13 septembre 2013 • Entretien •
Suite à la dégradation de la situation dans le Sahel, l’UE a renforcé son implication dans la région, en adoptant une approche quelque peu différente de celle des Etats-Unis. En dépit de sa réaction tardive et laborieuse dans certains domaines, l’UE devra relever plusieurs défis et mettre à profit ses atouts, si elle veut occuper un rôle à la hauteur de ses ambitions dans la stabilisation du Sahel à long terme. Entretien avec Antonin Tisseron, chercheur associé à l’Institut Thomas More, et Bérangère Rouppert, chargée de recherche au GRIP, co-auteurs de Sahel : éclairer le passé pour mieux dessiner l’avenir (GRIP, 2013).
Avant le coup d’État de 2012 au Mali quelle était l’action de l’UE au Sahel ? Suite à la dégradation de la situation dans la région, quelle a été l’inflexion de sa politique ?

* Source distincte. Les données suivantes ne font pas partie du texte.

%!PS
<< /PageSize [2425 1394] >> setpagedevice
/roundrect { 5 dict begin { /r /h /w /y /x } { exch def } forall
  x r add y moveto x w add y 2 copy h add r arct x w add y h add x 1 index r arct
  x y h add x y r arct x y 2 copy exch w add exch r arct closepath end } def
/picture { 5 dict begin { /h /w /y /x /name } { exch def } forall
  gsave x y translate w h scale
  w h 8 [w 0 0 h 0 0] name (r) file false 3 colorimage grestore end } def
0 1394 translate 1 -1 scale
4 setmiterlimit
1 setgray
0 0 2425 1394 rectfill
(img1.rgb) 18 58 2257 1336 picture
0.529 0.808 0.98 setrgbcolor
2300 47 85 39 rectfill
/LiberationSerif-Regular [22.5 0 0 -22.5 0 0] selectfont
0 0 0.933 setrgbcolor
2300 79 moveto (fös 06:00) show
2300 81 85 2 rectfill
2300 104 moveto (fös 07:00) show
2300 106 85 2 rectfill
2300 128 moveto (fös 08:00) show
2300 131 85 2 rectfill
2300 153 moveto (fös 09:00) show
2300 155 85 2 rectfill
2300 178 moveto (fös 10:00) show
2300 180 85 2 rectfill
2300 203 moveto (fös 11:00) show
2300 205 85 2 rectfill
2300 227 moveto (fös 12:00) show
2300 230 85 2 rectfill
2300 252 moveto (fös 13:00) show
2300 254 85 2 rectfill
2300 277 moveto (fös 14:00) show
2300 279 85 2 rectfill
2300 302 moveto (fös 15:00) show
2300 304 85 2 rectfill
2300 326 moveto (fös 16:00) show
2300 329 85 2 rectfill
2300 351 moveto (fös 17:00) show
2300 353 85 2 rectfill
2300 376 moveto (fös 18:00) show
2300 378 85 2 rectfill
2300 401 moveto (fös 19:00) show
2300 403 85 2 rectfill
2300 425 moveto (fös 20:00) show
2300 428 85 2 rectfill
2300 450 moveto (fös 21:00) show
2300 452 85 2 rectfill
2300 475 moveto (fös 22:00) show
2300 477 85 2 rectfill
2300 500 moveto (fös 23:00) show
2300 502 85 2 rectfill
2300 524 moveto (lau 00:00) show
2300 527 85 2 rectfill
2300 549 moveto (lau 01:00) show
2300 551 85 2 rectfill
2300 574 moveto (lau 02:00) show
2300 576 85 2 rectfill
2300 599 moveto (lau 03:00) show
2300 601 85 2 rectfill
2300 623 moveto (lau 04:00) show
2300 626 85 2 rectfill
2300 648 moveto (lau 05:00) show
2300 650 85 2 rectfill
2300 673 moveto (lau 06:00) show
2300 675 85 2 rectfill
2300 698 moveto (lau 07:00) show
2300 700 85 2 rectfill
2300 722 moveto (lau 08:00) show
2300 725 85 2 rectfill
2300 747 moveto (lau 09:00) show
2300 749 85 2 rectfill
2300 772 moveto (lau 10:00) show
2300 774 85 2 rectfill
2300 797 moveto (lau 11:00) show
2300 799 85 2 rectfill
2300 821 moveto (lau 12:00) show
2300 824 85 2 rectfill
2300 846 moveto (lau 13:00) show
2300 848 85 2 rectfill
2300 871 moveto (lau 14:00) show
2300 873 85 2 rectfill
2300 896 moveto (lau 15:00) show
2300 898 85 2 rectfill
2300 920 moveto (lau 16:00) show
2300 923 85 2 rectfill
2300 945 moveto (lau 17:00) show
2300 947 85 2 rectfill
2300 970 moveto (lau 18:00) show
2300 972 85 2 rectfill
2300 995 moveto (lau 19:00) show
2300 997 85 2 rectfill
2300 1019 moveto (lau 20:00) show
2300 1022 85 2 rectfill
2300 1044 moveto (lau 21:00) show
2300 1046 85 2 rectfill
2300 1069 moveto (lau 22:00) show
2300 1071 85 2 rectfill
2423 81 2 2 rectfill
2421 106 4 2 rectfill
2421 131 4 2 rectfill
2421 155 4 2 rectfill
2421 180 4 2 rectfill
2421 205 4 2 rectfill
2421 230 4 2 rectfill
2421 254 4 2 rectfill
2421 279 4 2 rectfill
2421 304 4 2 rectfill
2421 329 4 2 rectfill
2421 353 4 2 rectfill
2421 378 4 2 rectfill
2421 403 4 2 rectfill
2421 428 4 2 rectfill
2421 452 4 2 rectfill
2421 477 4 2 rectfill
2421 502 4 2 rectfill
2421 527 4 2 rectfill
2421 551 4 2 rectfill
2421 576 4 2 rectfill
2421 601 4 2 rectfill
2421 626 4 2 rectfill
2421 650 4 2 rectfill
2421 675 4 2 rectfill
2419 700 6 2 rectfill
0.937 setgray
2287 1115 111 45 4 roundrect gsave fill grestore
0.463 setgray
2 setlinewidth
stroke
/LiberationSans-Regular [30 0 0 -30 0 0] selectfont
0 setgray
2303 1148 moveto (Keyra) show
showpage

C’est précisément la dégradation sécuritaire dans la zone pendant les années 2000 qui a conduit certains États membres de l’UE (France, Espagne, Danemark, Grande-Bretagne), inquiets, à demander une action européenne pour la zone sahélienne spécifiquement. Jusque-là, les pays de la zone sahélienne, comme l’ensemble des pays africains, bénéficiaient de la coopération au développement de l’UE, matérialisée notamment par les conventions de Lomé, remplacées par les accords de Cotonou, les accords d’association euro-méditerranéens ou encore le partenariat UE-Afrique. En septembre 2011, l’UE rend donc publique une stratégie spécifiquement dédiée au Sahel et visant à s’attaquer simultanément aux problèmes de développement et de sécurité, suivant une dialectique déjà présente dans la Stratégie européenne de sécurité de 2003.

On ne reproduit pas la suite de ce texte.